### Provided data:

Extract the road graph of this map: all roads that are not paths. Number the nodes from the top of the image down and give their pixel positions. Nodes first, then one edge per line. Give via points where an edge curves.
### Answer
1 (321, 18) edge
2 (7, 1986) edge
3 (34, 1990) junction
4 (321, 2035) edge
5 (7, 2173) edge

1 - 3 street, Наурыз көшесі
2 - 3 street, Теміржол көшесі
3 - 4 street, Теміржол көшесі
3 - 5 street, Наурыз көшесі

### Activity:
Your task is to restate all of the records above word for word.

### Response to this task:
Extract the road graph of this map: all roads that are not paths. Number the nodes from the top of the image down and give their pixel positions. Nodes first, then one edge per line. Give via points where an edge curves.
### Answer
1 (321, 18) edge
2 (7, 1986) edge
3 (34, 1990) junction
4 (321, 2035) edge
5 (7, 2173) edge

1 - 3 street, Наурыз көшесі
2 - 3 street, Теміржол көшесі
3 - 4 street, Теміржол көшесі
3 - 5 street, Наурыз көшесі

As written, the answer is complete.